_DATA SHOWN_.
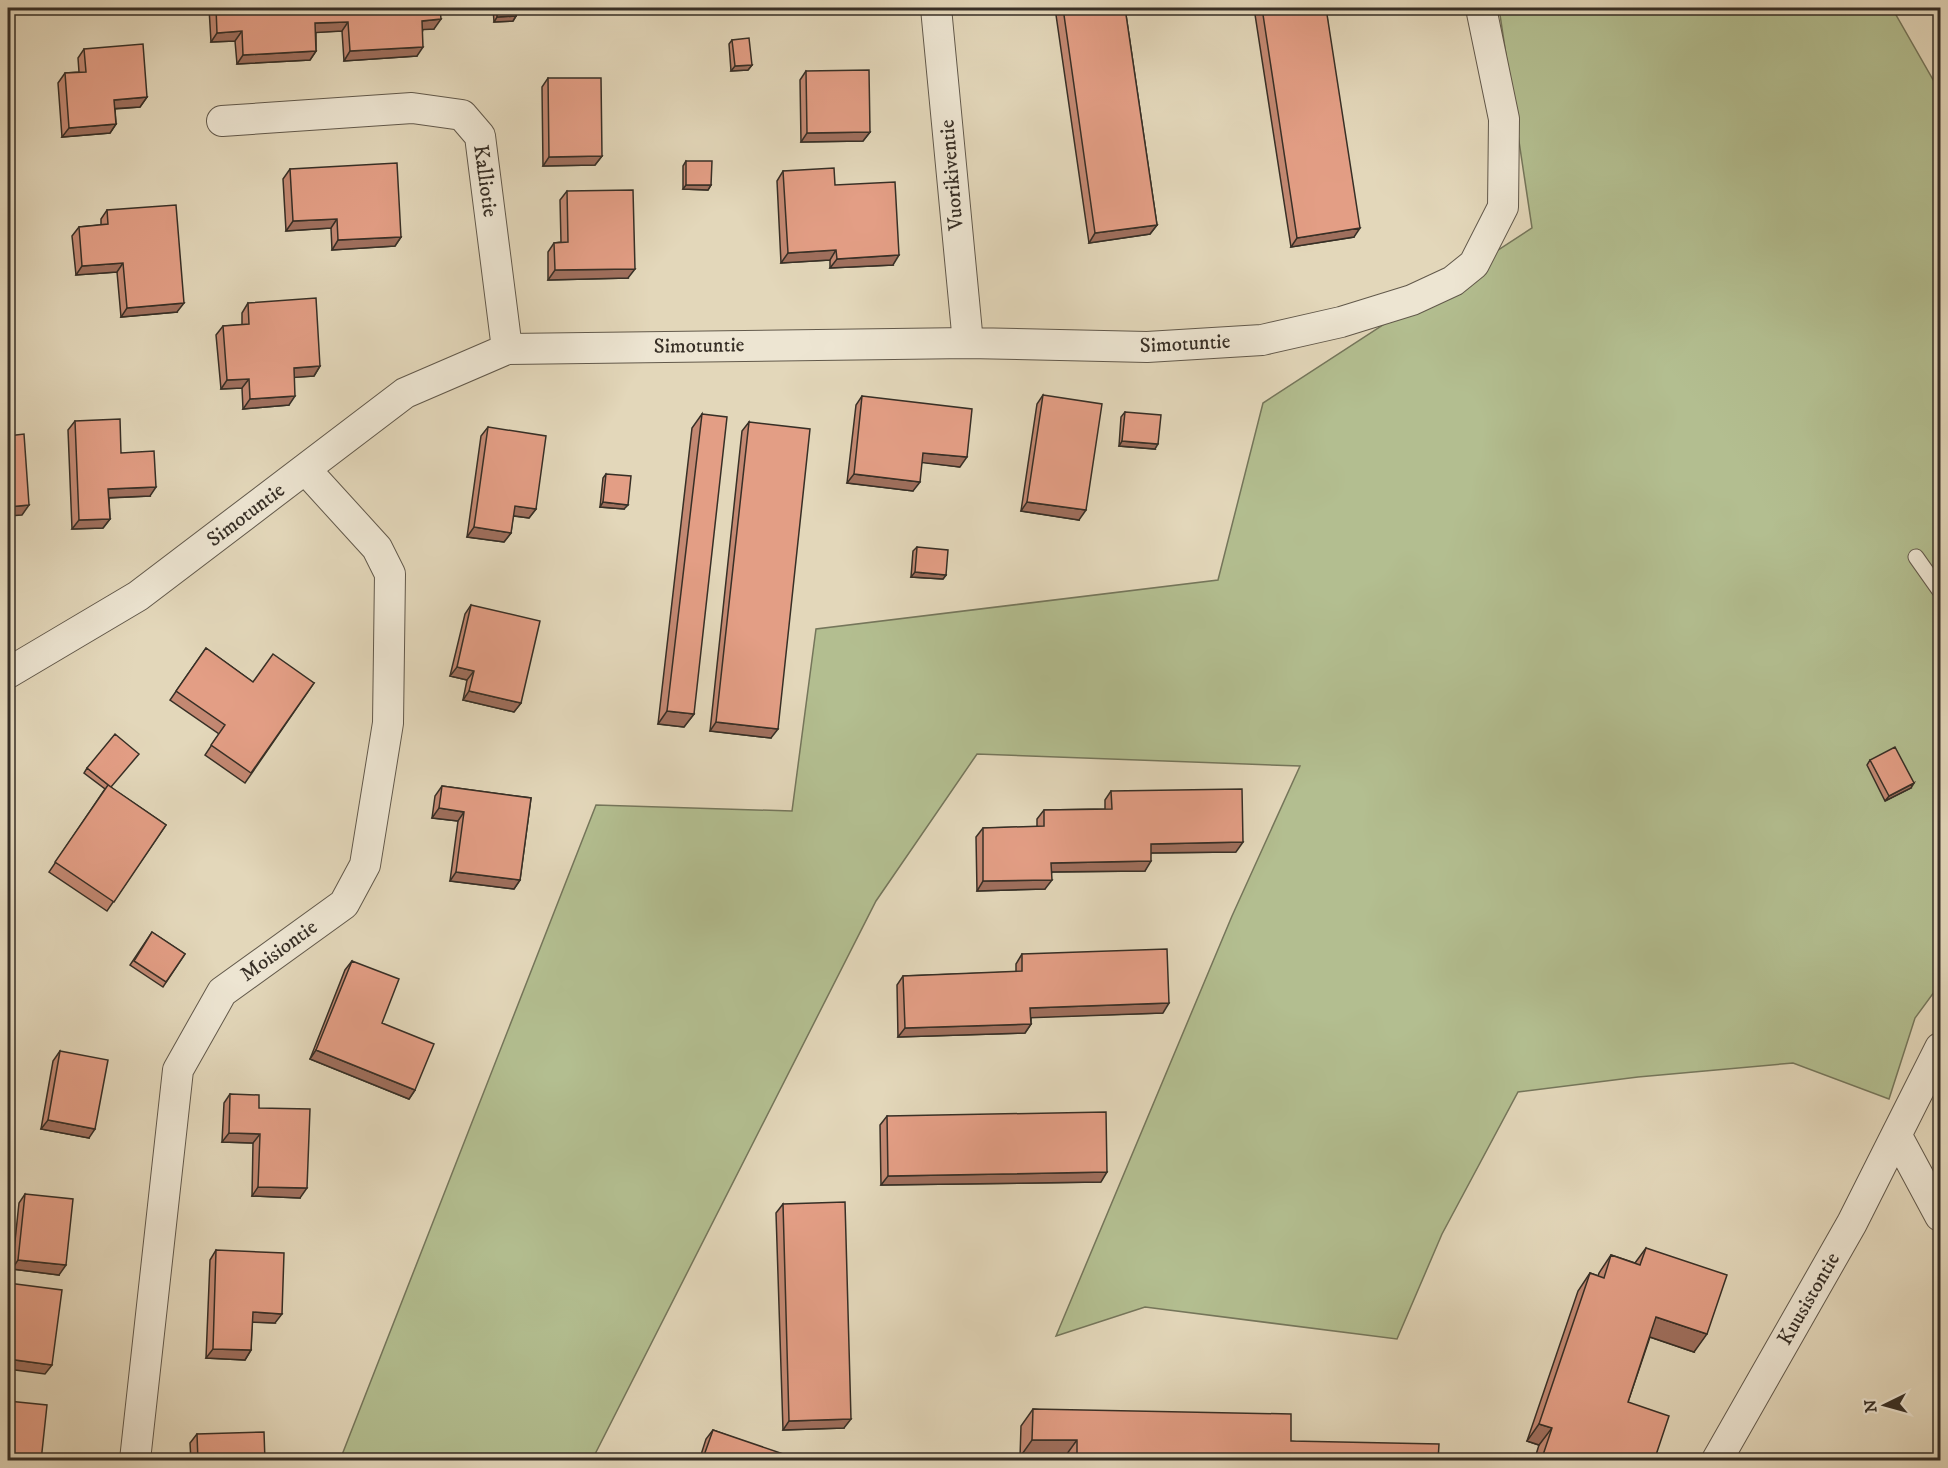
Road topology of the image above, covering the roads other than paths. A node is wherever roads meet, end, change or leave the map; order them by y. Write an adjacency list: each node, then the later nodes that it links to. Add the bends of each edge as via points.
1 (936, 8): 4 (street, Vuorikiventie)
2 (1481, 8): 4 (street, Simotuntie, via 1504,118 1503,207 1474,264 1453,281 1412,300 1341,322 1262,340 1147,347)
3 (222, 121): 5 (street, Kalliotie, via 412,108 462,115 480,136)
4 (968, 343): 5 (street, Simotuntie)
5 (507, 349): 6 (street, Simotuntie, via 405,393)
6 (306, 470): 9 (street, Simotuntie, via 138,596); 13 (street, Moisiontie, via 377,548 390,574 388,723 365,865 344,904 222,992 178,1070)
7 (1916, 557): 8 (lane)
8 (1941, 591)
9 (8, 673)
10 (1941, 1048): 11 (street, Kuusistontie)
11 (1897, 1136): 12 (street); 14 (street, Kuusistontie)
12 (1941, 1216)
13 (135, 1461)
14 (1717, 1461)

_EXERCISE AIM_.
Write out every entry exactly. Pictures do not belong in the copy.

_FINISHED TASK_.
Road topology of the image above, covering the roads other than paths. A node is wherever roads meet, end, change or leave the map; order them by y. Write an adjacency list: each node, then the later nodes that it links to. Add the bends of each edge as via points.
1 (936, 8): 4 (street, Vuorikiventie)
2 (1481, 8): 4 (street, Simotuntie, via 1504,118 1503,207 1474,264 1453,281 1412,300 1341,322 1262,340 1147,347)
3 (222, 121): 5 (street, Kalliotie, via 412,108 462,115 480,136)
4 (968, 343): 5 (street, Simotuntie)
5 (507, 349): 6 (street, Simotuntie, via 405,393)
6 (306, 470): 9 (street, Simotuntie, via 138,596); 13 (street, Moisiontie, via 377,548 390,574 388,723 365,865 344,904 222,992 178,1070)
7 (1916, 557): 8 (lane)
8 (1941, 591)
9 (8, 673)
10 (1941, 1048): 11 (street, Kuusistontie)
11 (1897, 1136): 12 (street); 14 (street, Kuusistontie)
12 (1941, 1216)
13 (135, 1461)
14 (1717, 1461)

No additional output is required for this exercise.